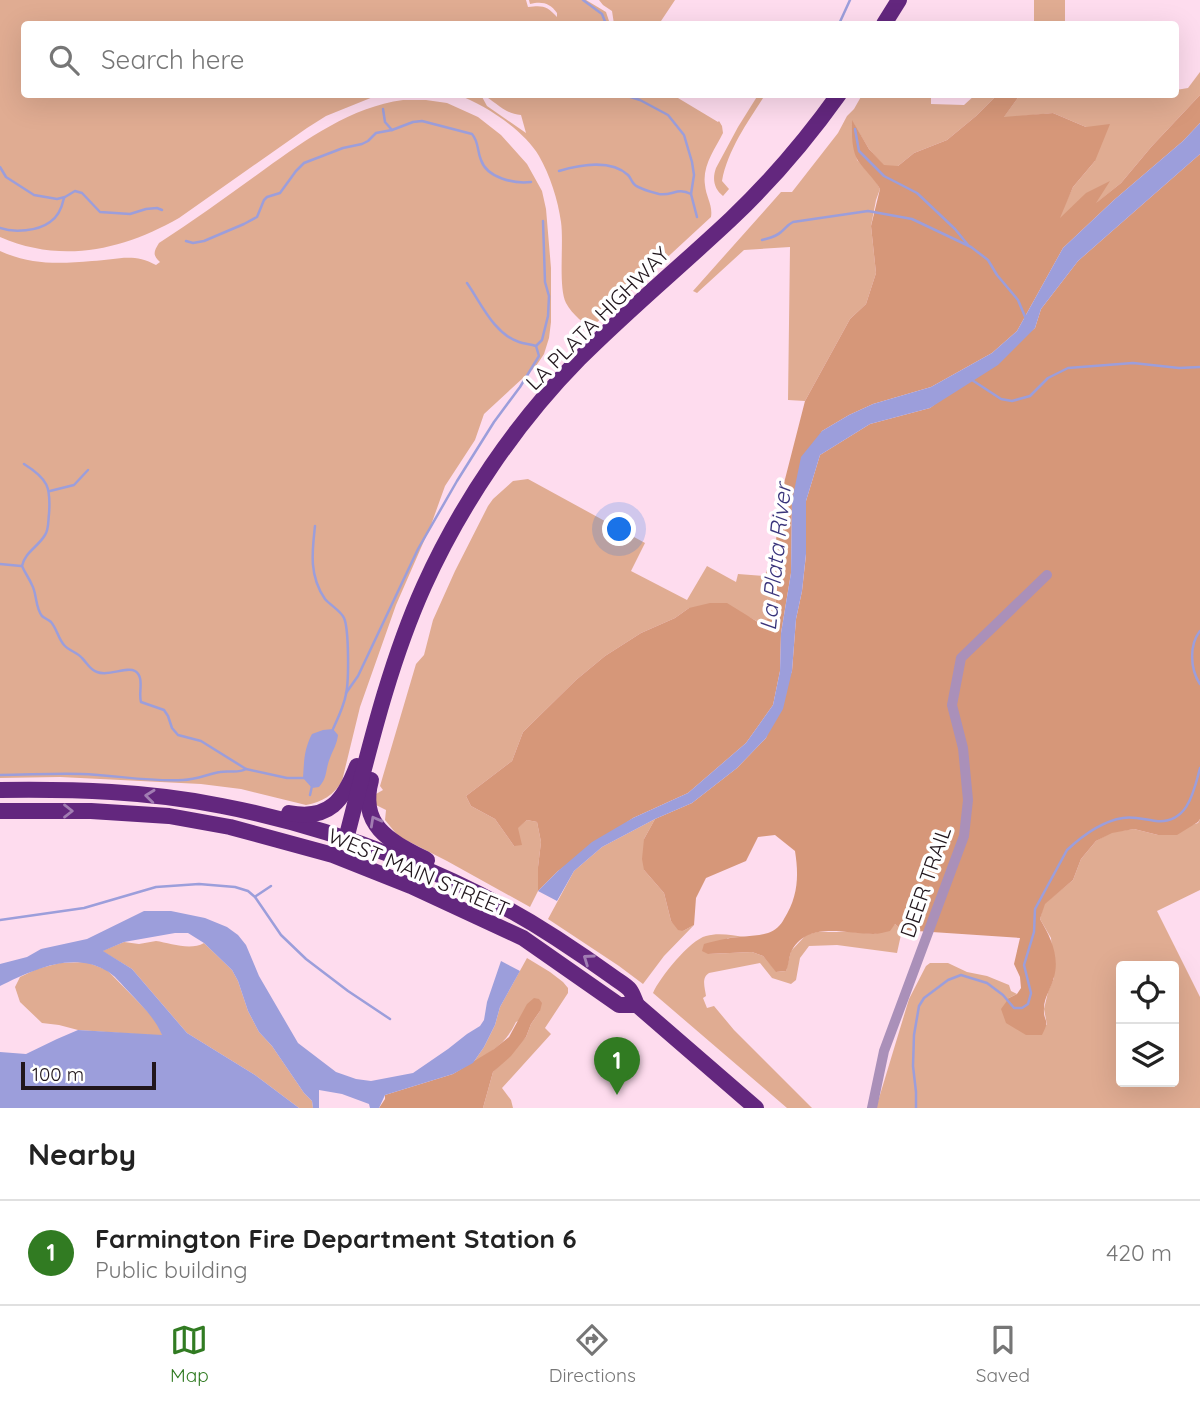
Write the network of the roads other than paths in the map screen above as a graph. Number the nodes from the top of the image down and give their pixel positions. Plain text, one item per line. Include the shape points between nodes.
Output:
1 (899, 0) edge
2 (886, 21) edge
3 (836, 98) edge
4 (1047, 575) dead end
5 (381, 711) junction
6 (0, 790) edge
7 (198, 802) junction
8 (0, 811) edge
9 (189, 820) junction
10 (346, 839) junction
11 (411, 886) junction
12 (508, 910) junction
13 (637, 1005) junction
14 (756, 1108) edge
15 (872, 1108) edge

1 - 2 highway
3 - 5 highway, LA PLATA HIGHWAY via 753,197 578,360 512,438 440,552 400,648
4 - 15 street, DEER TRAIL via 961,658 951,705 963,748 968,800 964,836 884,1051
5 - 7 highway via 368,722 351,782 326,811 307,816 217,799
5 - 10 highway, LA PLATA HIGHWAY
12 -> 5 highway via 503,899 395,843 377,828 367,793 386,727
7 -> 6 highway, WEST MAIN STREET via 131,793
7 - 10 highway, WEST MAIN STREET
8 -> 9 highway, WEST MAIN STREET via 91,811
9 - 10 highway via 204,817 312,842
9 - 11 highway, WEST MAIN STREET via 333,855
10 - 11 highway via 365,861 395,872
10 - 12 highway, WEST MAIN STREET via 436,874
11 - 13 highway, WEST MAIN STREET via 523,938 619,1005
13 -> 12 highway, WEST MAIN STREET via 630,990 590,960
13 - 14 highway, WEST MAIN STREET

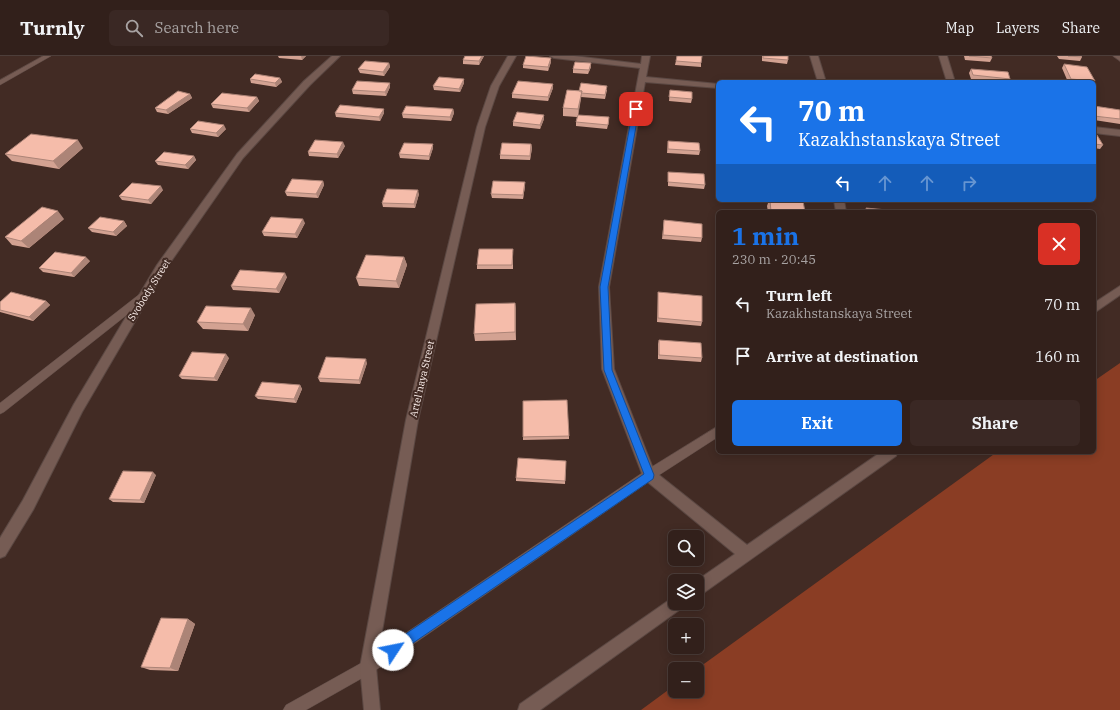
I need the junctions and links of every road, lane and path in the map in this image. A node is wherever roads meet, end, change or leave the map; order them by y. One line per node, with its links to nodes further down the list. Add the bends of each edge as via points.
1 (48, 56): 13 (lane)
2 (336, 56): 18 (street, Svobody Street, via 307,83 240,156 161,268)
3 (512, 56): 28 (street, Artel'naya Street, via 495,86 481,127 412,420)
4 (554, 56): 9 (street)
5 (814, 56): 11 (street)
6 (943, 56): 12 (street)
7 (1116, 56): 8 (lane)
8 (1120, 59)
9 (645, 61): 10 (street)
10 (641, 79): 14 (street); 23 (street, via 604,287 608,370)
11 (821, 80)
12 (950, 80)
13 (0, 83)
14 (716, 86)
15 (1096, 130): 16 (street)
16 (1120, 133)
17 (1120, 290): 19 (street)
18 (145, 296): 20 (lane); 24 (street, Svobody Street, via 78,408 28,505)
19 (1096, 308)
20 (0, 409)
21 (716, 432): 23 (lane)
22 (888, 454): 25 (street)
23 (649, 475): 25 (street); 28 (lane)
24 (0, 551)
25 (746, 554): 26 (street)
26 (704, 584)
27 (668, 609): 31 (street)
28 (368, 667): 29 (lane); 30 (street, Artel'naya Street)
29 (291, 710)
30 (372, 710)
31 (526, 710)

§ Activity
Transcribe every entry exactly, omitting pictures.

§ Finished task
Write the network of the roads other than paths in the map screen above as a graph. Number the nodes from the top of the image down and give their pixel positions. Plain text, one item per line. Include the shape points between nodes.
Output:
1 (899, 0) edge
2 (886, 21) edge
3 (836, 98) edge
4 (1047, 575) dead end
5 (381, 711) junction
6 (0, 790) edge
7 (198, 802) junction
8 (0, 811) edge
9 (189, 820) junction
10 (346, 839) junction
11 (411, 886) junction
12 (508, 910) junction
13 (637, 1005) junction
14 (756, 1108) edge
15 (872, 1108) edge

1 - 2 highway
3 - 5 highway, LA PLATA HIGHWAY via 753,197 578,360 512,438 440,552 400,648
4 - 15 street, DEER TRAIL via 961,658 951,705 963,748 968,800 964,836 884,1051
5 - 7 highway via 368,722 351,782 326,811 307,816 217,799
5 - 10 highway, LA PLATA HIGHWAY
12 -> 5 highway via 503,899 395,843 377,828 367,793 386,727
7 -> 6 highway, WEST MAIN STREET via 131,793
7 - 10 highway, WEST MAIN STREET
8 -> 9 highway, WEST MAIN STREET via 91,811
9 - 10 highway via 204,817 312,842
9 - 11 highway, WEST MAIN STREET via 333,855
10 - 11 highway via 365,861 395,872
10 - 12 highway, WEST MAIN STREET via 436,874
11 - 13 highway, WEST MAIN STREET via 523,938 619,1005
13 -> 12 highway, WEST MAIN STREET via 630,990 590,960
13 - 14 highway, WEST MAIN STREET

I need the junctions and links of every road, lane and path in the map in this image. A node is wherever roads meet, end, change or leave the map; order them by y. One line per node, with its links to nodes further down the list. Add the bends of each edge as via points.
1 (48, 56): 13 (lane)
2 (336, 56): 18 (street, Svobody Street, via 307,83 240,156 161,268)
3 (512, 56): 28 (street, Artel'naya Street, via 495,86 481,127 412,420)
4 (554, 56): 9 (street)
5 (814, 56): 11 (street)
6 (943, 56): 12 (street)
7 (1116, 56): 8 (lane)
8 (1120, 59)
9 (645, 61): 10 (street)
10 (641, 79): 14 (street); 23 (street, via 604,287 608,370)
11 (821, 80)
12 (950, 80)
13 (0, 83)
14 (716, 86)
15 (1096, 130): 16 (street)
16 (1120, 133)
17 (1120, 290): 19 (street)
18 (145, 296): 20 (lane); 24 (street, Svobody Street, via 78,408 28,505)
19 (1096, 308)
20 (0, 409)
21 (716, 432): 23 (lane)
22 (888, 454): 25 (street)
23 (649, 475): 25 (street); 28 (lane)
24 (0, 551)
25 (746, 554): 26 (street)
26 (704, 584)
27 (668, 609): 31 (street)
28 (368, 667): 29 (lane); 30 (street, Artel'naya Street)
29 (291, 710)
30 (372, 710)
31 (526, 710)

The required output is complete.